Task objective:
Find the line with "Which roads connect" in the data below, then restate it and all remaining lines exactly, adding nothing.

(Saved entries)
■ ■ ■ ■ ■ ■ ■

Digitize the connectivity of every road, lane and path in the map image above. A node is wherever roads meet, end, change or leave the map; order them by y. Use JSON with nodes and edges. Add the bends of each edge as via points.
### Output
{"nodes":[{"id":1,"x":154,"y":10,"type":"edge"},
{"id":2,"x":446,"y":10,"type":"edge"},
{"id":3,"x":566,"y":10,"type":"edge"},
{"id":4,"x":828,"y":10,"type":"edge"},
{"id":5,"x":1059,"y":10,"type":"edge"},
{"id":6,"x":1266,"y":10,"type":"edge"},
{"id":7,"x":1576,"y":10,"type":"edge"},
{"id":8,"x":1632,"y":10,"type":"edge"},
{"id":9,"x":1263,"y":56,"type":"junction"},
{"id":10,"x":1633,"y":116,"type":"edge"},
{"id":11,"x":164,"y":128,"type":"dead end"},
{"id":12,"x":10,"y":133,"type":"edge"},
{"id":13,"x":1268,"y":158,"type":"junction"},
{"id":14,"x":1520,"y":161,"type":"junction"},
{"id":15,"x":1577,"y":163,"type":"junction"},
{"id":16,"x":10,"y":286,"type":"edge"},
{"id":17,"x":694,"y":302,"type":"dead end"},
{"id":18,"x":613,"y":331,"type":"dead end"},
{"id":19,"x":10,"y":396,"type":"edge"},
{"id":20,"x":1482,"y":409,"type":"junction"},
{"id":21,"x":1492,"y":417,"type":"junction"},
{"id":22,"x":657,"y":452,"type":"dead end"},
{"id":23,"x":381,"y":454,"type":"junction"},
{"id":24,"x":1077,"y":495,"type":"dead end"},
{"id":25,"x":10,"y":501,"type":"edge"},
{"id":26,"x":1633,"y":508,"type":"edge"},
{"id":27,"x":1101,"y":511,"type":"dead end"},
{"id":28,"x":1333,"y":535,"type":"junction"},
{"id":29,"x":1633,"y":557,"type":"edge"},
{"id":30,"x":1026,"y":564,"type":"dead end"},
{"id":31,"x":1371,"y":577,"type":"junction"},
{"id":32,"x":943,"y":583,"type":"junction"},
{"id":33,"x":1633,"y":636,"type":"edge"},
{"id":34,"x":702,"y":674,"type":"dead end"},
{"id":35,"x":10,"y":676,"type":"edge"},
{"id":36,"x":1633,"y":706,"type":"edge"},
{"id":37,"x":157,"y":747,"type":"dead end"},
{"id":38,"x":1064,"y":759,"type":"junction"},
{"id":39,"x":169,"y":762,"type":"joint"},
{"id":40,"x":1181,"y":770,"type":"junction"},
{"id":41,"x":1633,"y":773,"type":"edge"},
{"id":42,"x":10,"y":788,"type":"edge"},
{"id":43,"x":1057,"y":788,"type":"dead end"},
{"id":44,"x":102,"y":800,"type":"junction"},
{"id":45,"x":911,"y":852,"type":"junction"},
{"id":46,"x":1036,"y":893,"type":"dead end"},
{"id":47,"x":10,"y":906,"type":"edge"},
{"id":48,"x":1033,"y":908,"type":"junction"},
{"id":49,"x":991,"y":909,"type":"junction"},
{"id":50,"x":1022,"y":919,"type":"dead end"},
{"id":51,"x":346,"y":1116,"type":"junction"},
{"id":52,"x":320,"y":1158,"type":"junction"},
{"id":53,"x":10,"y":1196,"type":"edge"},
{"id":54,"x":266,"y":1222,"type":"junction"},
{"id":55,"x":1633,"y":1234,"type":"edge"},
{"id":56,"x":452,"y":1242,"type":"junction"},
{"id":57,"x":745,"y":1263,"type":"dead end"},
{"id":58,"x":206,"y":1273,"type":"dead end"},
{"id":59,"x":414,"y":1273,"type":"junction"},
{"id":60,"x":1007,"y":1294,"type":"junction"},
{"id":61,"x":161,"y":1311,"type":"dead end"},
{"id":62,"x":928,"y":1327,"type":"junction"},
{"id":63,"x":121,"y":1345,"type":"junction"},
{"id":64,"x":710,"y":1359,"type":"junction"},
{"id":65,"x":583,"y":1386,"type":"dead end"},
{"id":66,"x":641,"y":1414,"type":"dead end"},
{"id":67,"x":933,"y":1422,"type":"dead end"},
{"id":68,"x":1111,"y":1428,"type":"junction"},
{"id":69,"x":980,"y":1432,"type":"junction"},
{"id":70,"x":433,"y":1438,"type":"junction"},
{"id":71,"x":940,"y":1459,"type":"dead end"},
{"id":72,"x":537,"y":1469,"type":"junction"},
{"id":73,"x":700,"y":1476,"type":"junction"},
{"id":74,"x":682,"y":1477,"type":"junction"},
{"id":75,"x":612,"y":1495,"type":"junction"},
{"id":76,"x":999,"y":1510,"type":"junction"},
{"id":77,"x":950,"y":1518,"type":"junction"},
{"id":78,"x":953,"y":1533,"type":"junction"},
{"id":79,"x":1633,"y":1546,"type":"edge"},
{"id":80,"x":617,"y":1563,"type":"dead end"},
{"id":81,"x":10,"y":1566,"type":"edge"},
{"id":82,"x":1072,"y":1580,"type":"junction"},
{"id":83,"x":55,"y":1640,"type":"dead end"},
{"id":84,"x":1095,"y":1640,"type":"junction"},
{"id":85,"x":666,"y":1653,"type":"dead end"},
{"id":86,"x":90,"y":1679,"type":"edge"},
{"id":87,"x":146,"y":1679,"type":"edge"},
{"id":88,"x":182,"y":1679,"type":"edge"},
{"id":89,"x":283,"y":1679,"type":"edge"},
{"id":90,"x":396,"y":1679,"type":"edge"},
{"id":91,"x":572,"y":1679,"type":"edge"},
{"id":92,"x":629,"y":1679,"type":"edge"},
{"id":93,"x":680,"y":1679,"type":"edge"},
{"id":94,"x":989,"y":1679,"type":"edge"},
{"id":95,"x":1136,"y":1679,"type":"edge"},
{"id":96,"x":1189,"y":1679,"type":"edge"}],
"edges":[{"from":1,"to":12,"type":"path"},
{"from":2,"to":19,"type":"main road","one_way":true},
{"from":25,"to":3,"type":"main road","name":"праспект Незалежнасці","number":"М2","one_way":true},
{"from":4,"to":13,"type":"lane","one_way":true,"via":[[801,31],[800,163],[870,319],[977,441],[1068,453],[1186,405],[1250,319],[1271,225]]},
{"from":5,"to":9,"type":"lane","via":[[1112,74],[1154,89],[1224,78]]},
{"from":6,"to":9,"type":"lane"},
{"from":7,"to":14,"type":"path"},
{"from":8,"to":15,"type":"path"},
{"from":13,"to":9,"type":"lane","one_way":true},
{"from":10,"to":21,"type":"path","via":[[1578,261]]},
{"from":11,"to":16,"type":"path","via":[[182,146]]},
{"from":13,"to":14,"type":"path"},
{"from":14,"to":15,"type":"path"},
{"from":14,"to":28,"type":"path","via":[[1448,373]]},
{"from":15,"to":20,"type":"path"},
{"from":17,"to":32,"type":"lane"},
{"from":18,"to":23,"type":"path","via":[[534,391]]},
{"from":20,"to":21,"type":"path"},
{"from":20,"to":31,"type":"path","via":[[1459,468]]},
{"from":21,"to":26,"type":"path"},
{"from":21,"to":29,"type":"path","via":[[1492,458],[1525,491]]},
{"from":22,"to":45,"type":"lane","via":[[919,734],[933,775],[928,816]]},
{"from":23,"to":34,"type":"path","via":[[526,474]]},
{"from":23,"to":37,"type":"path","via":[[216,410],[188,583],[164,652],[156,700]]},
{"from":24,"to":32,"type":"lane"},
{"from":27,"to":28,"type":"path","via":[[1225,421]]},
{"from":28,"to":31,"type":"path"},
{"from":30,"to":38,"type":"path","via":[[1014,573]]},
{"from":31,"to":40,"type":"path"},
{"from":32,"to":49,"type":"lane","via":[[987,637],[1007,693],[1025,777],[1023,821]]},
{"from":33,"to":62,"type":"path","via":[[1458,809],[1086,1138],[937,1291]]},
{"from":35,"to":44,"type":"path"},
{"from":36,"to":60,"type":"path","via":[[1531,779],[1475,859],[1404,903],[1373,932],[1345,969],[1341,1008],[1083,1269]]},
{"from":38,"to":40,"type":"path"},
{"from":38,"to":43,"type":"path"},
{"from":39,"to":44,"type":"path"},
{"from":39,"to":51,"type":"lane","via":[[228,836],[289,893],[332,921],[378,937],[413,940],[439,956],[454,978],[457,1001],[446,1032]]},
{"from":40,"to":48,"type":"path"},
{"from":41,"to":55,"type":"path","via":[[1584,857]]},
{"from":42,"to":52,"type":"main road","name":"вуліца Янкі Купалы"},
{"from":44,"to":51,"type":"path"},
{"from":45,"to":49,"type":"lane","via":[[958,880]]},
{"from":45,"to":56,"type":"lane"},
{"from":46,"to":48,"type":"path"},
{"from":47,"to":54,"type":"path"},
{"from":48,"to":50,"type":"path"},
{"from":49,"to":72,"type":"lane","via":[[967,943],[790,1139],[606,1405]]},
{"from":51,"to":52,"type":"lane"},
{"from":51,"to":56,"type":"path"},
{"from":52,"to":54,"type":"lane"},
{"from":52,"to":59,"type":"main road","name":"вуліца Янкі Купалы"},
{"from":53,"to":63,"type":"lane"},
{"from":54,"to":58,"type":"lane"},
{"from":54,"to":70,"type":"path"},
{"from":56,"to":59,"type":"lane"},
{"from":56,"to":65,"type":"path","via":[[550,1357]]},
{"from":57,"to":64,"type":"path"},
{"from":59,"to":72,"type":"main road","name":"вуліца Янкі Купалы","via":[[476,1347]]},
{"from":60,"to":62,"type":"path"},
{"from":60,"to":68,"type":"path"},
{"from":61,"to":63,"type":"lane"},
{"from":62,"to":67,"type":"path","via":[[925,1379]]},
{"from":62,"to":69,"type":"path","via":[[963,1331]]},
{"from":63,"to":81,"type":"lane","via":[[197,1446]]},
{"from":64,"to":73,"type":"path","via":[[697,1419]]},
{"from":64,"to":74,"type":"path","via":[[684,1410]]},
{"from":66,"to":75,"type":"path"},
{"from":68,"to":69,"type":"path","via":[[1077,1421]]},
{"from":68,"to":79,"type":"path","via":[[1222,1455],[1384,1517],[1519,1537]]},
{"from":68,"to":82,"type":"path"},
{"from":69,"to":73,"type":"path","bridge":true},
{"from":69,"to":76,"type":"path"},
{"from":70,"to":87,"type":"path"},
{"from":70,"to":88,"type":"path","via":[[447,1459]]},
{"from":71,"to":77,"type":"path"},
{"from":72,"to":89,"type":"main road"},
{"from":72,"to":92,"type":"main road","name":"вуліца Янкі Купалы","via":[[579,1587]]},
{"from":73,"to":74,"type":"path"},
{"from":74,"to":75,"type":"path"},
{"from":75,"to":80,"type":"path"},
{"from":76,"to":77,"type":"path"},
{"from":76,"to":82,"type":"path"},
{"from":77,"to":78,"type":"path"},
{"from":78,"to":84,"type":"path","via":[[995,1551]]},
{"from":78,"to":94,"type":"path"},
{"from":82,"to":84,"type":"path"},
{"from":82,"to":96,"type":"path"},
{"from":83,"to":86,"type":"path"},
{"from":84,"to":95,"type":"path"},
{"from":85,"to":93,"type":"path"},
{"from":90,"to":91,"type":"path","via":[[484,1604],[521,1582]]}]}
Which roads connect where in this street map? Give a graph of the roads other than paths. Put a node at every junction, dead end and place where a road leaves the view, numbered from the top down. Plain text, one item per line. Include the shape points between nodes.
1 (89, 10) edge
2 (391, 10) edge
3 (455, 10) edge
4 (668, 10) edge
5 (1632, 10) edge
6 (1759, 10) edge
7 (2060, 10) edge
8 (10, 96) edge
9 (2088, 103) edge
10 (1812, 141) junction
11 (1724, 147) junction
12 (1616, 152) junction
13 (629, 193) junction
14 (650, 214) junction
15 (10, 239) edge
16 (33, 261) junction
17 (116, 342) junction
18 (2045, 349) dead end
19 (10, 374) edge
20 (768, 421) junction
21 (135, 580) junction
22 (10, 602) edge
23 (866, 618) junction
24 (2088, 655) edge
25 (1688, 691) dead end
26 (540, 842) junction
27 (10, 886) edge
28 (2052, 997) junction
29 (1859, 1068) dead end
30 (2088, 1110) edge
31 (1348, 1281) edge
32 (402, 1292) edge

■ ■ ■ ■ ■ ■ ■

Answer for this exercise:
Which roads connect where in this street map? Give a graph of the roads other than paths. Put a node at every junction, dead end and place where a road leaves the view, numbered from the top down. Plain text, one item per line. Include the shape points between nodes.
1 (89, 10) edge
2 (391, 10) edge
3 (455, 10) edge
4 (668, 10) edge
5 (1632, 10) edge
6 (1759, 10) edge
7 (2060, 10) edge
8 (10, 96) edge
9 (2088, 103) edge
10 (1812, 141) junction
11 (1724, 147) junction
12 (1616, 152) junction
13 (629, 193) junction
14 (650, 214) junction
15 (10, 239) edge
16 (33, 261) junction
17 (116, 342) junction
18 (2045, 349) dead end
19 (10, 374) edge
20 (768, 421) junction
21 (135, 580) junction
22 (10, 602) edge
23 (866, 618) junction
24 (2088, 655) edge
25 (1688, 691) dead end
26 (540, 842) junction
27 (10, 886) edge
28 (2052, 997) junction
29 (1859, 1068) dead end
30 (2088, 1110) edge
31 (1348, 1281) edge
32 (402, 1292) edge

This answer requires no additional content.